A Slow Roasted Subject, And A Lengthy Buffet | Workshop
Goldsmiths Art Writing Group
28.07.2025

On Monday 28th July the gallery hosted A Slow Roasted Subject, And A Lengthy Buffet, a workshop led by Goldsmiths alumni Frank Wates and Oli Mardon, facilitated by Cell’s Trainee Producers Varvara Uhlik and Sam Stewart, invited members of the Goldsmiths Art Writing Group to respond to the Tanja Widmann, Johannes Porsch Produced By -1, plus One exhibition.
Participants began with stream-of-consciousness writing, using the exhibition as a prompt. Inspired by Raymond Queneau’s Exercises in Style - a book that retells the same story 99 times in different styles, they each rewrote their texts in a new ‘voice’, such as noble, visual, or prosthetic. Pages were exchanged, sentences erased and rewritten, allowing the texts to evolve through editing process of addition and deletion. The pieces became playful cybernetic systems, drawing on the exhibition’s interest in repetition and variation. Finally, fragments were cut out and placed around the exhibition, turning the gallery into a mirrored feedback loop between artwork, artist and audience.
"The compositional aspect of group writing - with its distributed and circulating forms of authorship - strikes a productive and timely experiment, especially within and in response to the exhibition’s periperformative conditions." - Johannes Porsch & Tanja Widmann
Participants:
Niamh Seaber
Martha Lowres
Farah Corrigan
Nicole Di
Emre Ataman
Dawi Moxon
Enoch Hitchcock
Anna Webb Chivite
The Goldsmiths Art Writing Group is a student‑led collective setup by artists Frank Wates and Oli Mardon, exploring writing as an artistic practice.
Varvara Uhlik and Sam Stewart are Cell's Trainee Producers, an initiative supported by Art Fund's Student Art Pass. The seven-month structured programme offers two full-time students a paid work placement to work closely with Cell’s critically focused team to actively engage in all aspects of gallery operations, from supporting the delivery of exhibitions and events to enhancing audience engagement.
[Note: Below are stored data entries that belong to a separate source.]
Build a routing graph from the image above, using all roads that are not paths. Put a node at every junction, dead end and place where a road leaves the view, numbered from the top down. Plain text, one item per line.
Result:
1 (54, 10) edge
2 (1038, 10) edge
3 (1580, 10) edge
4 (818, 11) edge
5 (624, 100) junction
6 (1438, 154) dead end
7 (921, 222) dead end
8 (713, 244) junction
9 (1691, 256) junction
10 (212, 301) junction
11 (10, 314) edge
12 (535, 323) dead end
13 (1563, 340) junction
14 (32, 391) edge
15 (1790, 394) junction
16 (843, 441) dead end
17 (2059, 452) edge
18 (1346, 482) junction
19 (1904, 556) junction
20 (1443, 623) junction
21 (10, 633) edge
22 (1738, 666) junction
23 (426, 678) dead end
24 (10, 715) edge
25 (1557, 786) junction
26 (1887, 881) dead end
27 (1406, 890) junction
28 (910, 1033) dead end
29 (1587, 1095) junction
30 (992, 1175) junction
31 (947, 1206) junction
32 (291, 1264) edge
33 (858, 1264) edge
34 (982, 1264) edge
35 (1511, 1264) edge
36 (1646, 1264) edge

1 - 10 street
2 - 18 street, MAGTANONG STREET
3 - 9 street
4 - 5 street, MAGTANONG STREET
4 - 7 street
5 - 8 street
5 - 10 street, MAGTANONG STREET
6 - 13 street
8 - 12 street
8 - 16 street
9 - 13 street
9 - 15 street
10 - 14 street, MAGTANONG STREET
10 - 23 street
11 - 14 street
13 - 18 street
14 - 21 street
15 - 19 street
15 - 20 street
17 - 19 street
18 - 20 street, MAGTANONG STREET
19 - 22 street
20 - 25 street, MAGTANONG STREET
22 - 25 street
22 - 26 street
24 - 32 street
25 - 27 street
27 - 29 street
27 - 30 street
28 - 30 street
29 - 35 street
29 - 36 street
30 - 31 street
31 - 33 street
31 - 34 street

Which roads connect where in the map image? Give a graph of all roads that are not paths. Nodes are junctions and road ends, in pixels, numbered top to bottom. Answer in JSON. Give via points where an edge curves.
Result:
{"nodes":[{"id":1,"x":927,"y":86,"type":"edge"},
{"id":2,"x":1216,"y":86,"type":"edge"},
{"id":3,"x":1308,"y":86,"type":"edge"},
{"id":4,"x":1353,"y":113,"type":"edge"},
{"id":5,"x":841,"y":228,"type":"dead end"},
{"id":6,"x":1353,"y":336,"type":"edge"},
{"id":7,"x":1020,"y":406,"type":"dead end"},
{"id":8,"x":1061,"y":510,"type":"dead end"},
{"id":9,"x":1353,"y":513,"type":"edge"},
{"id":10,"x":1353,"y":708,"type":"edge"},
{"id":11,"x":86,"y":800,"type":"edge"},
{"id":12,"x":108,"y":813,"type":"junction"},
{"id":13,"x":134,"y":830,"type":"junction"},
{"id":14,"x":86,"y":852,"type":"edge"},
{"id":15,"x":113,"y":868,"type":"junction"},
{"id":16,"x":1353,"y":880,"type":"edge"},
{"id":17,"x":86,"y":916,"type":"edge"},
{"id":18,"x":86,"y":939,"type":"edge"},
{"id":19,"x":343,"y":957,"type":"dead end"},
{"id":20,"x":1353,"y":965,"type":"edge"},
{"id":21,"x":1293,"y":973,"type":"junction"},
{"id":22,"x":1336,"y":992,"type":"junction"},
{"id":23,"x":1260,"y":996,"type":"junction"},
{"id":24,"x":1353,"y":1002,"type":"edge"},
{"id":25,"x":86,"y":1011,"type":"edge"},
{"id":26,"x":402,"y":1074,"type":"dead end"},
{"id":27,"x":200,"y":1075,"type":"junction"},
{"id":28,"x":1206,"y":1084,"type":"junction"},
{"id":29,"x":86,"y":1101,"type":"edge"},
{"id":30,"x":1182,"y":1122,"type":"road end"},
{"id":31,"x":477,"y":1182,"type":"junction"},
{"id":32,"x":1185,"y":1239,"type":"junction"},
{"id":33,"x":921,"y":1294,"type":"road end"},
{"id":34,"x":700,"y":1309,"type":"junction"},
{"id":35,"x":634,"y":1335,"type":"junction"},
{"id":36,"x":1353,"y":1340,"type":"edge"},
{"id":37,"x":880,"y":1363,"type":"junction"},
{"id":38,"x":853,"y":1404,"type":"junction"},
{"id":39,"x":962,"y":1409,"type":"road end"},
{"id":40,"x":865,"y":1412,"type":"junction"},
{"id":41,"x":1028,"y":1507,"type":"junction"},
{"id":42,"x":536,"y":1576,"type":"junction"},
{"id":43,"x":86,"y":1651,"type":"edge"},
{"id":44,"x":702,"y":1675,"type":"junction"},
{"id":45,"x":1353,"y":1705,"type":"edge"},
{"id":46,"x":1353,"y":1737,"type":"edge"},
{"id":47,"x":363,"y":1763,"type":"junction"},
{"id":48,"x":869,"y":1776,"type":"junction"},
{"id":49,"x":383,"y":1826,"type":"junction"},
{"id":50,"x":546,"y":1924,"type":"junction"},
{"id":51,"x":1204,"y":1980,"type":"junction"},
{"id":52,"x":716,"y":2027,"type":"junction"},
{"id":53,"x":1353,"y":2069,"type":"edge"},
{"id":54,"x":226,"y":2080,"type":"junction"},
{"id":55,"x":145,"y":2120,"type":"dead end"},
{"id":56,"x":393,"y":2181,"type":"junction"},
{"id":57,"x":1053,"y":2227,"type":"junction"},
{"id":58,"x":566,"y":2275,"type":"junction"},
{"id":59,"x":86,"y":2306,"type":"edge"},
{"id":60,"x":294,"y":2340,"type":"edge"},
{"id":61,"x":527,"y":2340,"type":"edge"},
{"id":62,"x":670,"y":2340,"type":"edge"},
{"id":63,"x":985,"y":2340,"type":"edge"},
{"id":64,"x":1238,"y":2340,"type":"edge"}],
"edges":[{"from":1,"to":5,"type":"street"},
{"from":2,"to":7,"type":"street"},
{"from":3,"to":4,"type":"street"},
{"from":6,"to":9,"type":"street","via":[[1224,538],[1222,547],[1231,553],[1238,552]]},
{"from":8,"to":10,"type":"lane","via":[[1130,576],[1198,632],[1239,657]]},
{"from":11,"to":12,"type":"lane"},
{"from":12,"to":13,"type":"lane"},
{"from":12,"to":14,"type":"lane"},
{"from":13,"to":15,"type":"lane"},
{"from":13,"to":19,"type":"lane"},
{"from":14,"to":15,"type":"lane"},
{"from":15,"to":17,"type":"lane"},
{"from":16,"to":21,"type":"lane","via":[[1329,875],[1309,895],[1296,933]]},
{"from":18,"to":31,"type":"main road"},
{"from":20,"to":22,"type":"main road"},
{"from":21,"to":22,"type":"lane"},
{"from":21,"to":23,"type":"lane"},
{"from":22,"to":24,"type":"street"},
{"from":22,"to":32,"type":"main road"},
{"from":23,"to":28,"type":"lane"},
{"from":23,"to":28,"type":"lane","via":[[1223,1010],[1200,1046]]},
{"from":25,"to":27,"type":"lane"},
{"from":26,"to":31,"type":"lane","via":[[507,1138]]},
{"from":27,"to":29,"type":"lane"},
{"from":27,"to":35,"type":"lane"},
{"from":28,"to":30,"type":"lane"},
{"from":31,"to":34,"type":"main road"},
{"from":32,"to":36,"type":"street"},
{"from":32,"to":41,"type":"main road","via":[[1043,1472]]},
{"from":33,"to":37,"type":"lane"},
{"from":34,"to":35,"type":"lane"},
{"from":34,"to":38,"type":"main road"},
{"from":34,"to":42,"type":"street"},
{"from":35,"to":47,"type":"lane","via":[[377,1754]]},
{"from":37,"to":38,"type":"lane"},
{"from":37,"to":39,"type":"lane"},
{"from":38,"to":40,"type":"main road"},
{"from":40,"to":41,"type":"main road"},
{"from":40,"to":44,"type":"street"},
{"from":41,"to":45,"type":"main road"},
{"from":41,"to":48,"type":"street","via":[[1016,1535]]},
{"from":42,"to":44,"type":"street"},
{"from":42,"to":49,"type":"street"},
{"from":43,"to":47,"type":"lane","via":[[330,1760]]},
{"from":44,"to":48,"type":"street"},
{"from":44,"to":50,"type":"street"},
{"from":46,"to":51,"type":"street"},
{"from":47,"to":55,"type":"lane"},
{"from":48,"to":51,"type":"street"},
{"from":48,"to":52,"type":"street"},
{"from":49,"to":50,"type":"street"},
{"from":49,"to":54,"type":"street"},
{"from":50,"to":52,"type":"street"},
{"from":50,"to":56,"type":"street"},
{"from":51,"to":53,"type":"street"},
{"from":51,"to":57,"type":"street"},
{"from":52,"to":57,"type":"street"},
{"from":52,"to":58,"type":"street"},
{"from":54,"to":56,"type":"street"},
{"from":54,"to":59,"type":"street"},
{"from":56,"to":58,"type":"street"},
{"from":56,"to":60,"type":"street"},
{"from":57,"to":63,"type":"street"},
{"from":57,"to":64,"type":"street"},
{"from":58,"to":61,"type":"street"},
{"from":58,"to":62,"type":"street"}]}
'–1, plus One' is the first UK solo exhibition by Vienna‑based artist Tanja Widmann in collaboration with Johannes Porsch. Widmann’s work uses scripts, readymade objects and everyday technologies as 'source code' to create coded feedback loops, while Porsch’s displays operate as performative sets that reveal their own conditions of visibility. Their collaboration invites visitors to consider how processes of cutting, supplementing and repeating shape meaning and subjectivity.